Data lineage and impact analysis can be applicable in several ways.
- As an ETL Developer:
-
- There are changes in my source system, such as fields which are added, deleted and renamed. What parts of my ETL processes need to adapt? (Impact Analysis)
- I need additional information in my target system, such as for reports. What sources are can provide this additional information? (Data Lineage)
- As a Data Steward:
-
- There is a need for auditability and transparency to determine where data is coming from. A global, company-wide, metadata repository needs data lineage information from different systems and applications, i.e. very fine-grained metadata.

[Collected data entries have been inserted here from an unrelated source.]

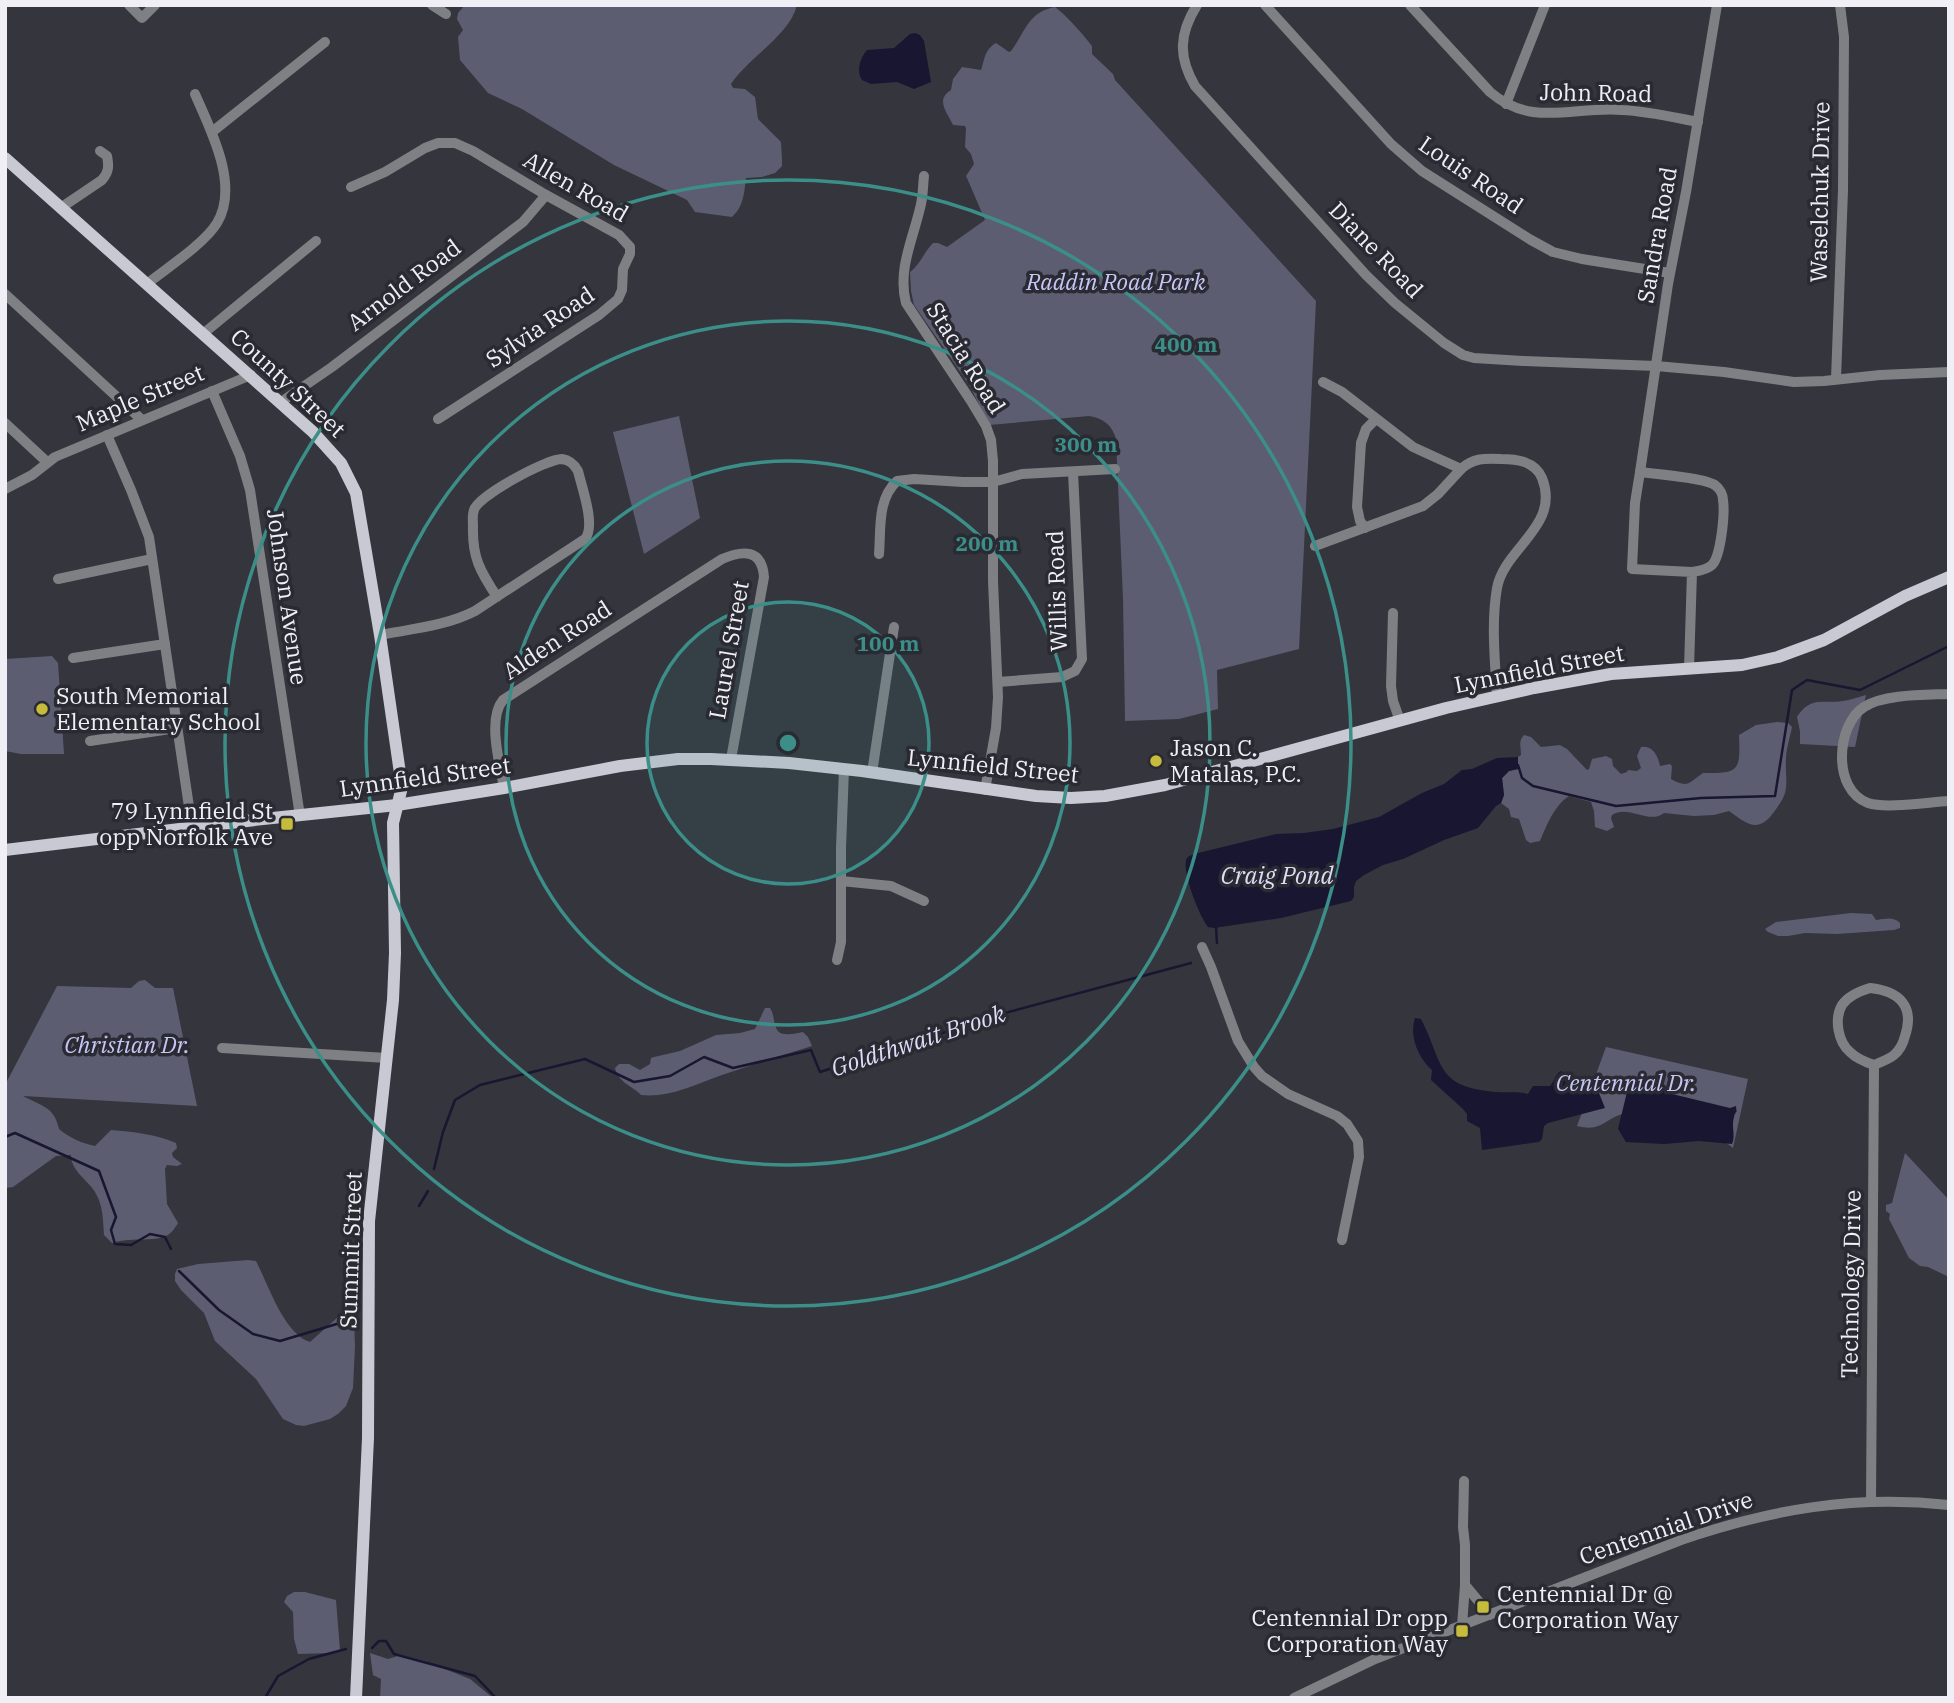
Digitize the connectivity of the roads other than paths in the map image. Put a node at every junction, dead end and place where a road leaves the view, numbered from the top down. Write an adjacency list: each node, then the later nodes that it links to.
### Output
1 (129, 5): 2 (street)
2 (155, 5)
3 (432, 5): 10 (street)
4 (1198, 5): 28 (street, Diane Road)
5 (1265, 5): 24 (street, Louis Road)
6 (1410, 5): 13 (street, John Road)
7 (1545, 5): 13 (street)
8 (1717, 5): 14 (street, Sandra Road)
9 (1840, 5): 31 (street, Waselchuk Drive)
10 (446, 14)
11 (325, 42): 15 (street)
12 (195, 94): 15 (street)
13 (1506, 104): 14 (street, John Road)
14 (1698, 122): 24 (street, Sandra Road)
15 (212, 132): 25 (street)
16 (100, 151): 21 (street)
17 (5, 158): 21 (main road, County Street)
18 (924, 176): 45 (street, Stacia Road)
19 (351, 187): 20 (street, Allen Road)
20 (546, 195): 23 (street, Allen Road); 34 (street, Arnold Road)
21 (62, 207): 25 (main road, County Street)
22 (316, 241): 27 (street)
23 (630, 246): 35 (street, Sylvia Road)
24 (1670, 273): 28 (street, Sandra Road)
25 (148, 283): 27 (main road, County Street)
26 (5, 294): 37 (street)
27 (204, 333): 30 (main road, County Street)
28 (1656, 366): 31 (street, Diane Road); 44 (street, Sandra Road)
29 (1949, 372): 31 (street, Diane Road)
30 (251, 375): 33 (street, Maple Street); 34 (main road, County Street)
31 (1836, 379)
32 (1324, 382): 36 (street)
33 (212, 391): 37 (street, Maple Street); 75 (street, Johnson Avenue)
34 (281, 402): 58 (main road, County Street)
35 (438, 419)
36 (1376, 419): 42 (street); 47 (street)
37 (142, 420): 39 (street, Maple Street)
38 (5, 423): 40 (street)
39 (107, 435): 40 (street, Maple Street); 50 (street)
40 (47, 462): 46 (street, Maple Street)
41 (1115, 469): 43 (street)
42 (1461, 469): 47 (street); 64 (street)
43 (1073, 472): 45 (street); 62 (street, Willis Road)
44 (1640, 472): 52 (street, Sandra Road); 52 (street)
45 (993, 482): 49 (street); 62 (street, Stacia Road)
46 (5, 489)
47 (1365, 528): 48 (street)
48 (1315, 546)
49 (879, 554)
50 (152, 559): 54 (street); 59 (street)
51 (711, 566): 68 (street, Laurel Street); 71 (street, Alden Road)
52 (1692, 572): 61 (street)
53 (1949, 577): 61 (main road, Lynnfield Street)
54 (58, 579)
55 (497, 597): 55 (street); 58 (street)
56 (1393, 613): 65 (street)
57 (894, 626): 70 (street)
58 (380, 635): 74 (main road, County Street)
59 (164, 644): 60 (street); 66 (street)
60 (73, 659)
61 (1689, 668): 64 (main road, Lynnfield Street)
62 (998, 682): 72 (street, Stacia Road)
63 (1949, 694): 73 (street)
64 (1497, 696): 65 (main road, Lynnfield Street)
65 (1400, 721): 72 (main road, Lynnfield Street)
66 (177, 728): 67 (street); 76 (street)
67 (90, 741)
68 (731, 759): 69 (main road, Lynnfield Street); 71 (main road, Lynnfield Street)
69 (844, 769): 70 (main road, Lynnfield Street); 78 (street)
70 (872, 773): 72 (main road, Lynnfield Street)
71 (504, 788): 74 (main road, Lynnfield Street)
72 (985, 790)
73 (1949, 801)
74 (397, 805): 75 (main road, Lynnfield Street); 83 (main road, Summit Street)
75 (300, 816): 76 (main road, Lynnfield Street)
76 (192, 827): 77 (main road, Lynnfield Street)
77 (5, 850)
78 (841, 881): 79 (street); 81 (street)
79 (924, 901)
80 (1202, 947): 85 (street)
81 (837, 960)
82 (222, 1048): 83 (street)
83 (387, 1058): 92 (main road, Summit Street)
84 (1874, 1065): 84 (street); 87 (street, Technology Drive)
85 (1342, 1240)
86 (1464, 1481): 89 (street)
87 (1871, 1502): 88 (street, Centennial Drive); 90 (street, Centennial Drive)
88 (1949, 1505)
89 (1465, 1585): 90 (street); 91 (street)
90 (1490, 1615): 91 (street, Centennial Drive)
91 (1462, 1626): 93 (street, Centennial Drive)
92 (356, 1698)
93 (1294, 1698)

- What elements (fields, tables, etc.) in my ETL processes are never used? How many times is a specific element used in some or all of my ETL processes?
- As a Report/Business User:
-
- Is my data accurate?
- I want to find reports which include specific information from a source, such as a field. This process is "data discovery." For example, are there any data sources which include sales and gender? Are there any reports which include sales and zip codes?
- As a Troubleshooting Operator:
-
- The numbers in the report are wrong (or supposed to be wrong). What processes (transformations, jobs) are involved to help me determine where these numbers are coming from?
- A job or transformation did not finish successfully. What target tables and fields are affected which are used in the reports?
- As an Administrator:
-
- For documentation and auditing purposes, I want to have a report on external sources and target fields, tables, and databases of my ETL processes. I need the data for a specific date and version.
- To ensure compliance, I want to validate naming conventions of artifacts (fields, tables, etc.)
- For integration into third-party data lineage tools, I want a flexible way of exporting the collected data lineage information.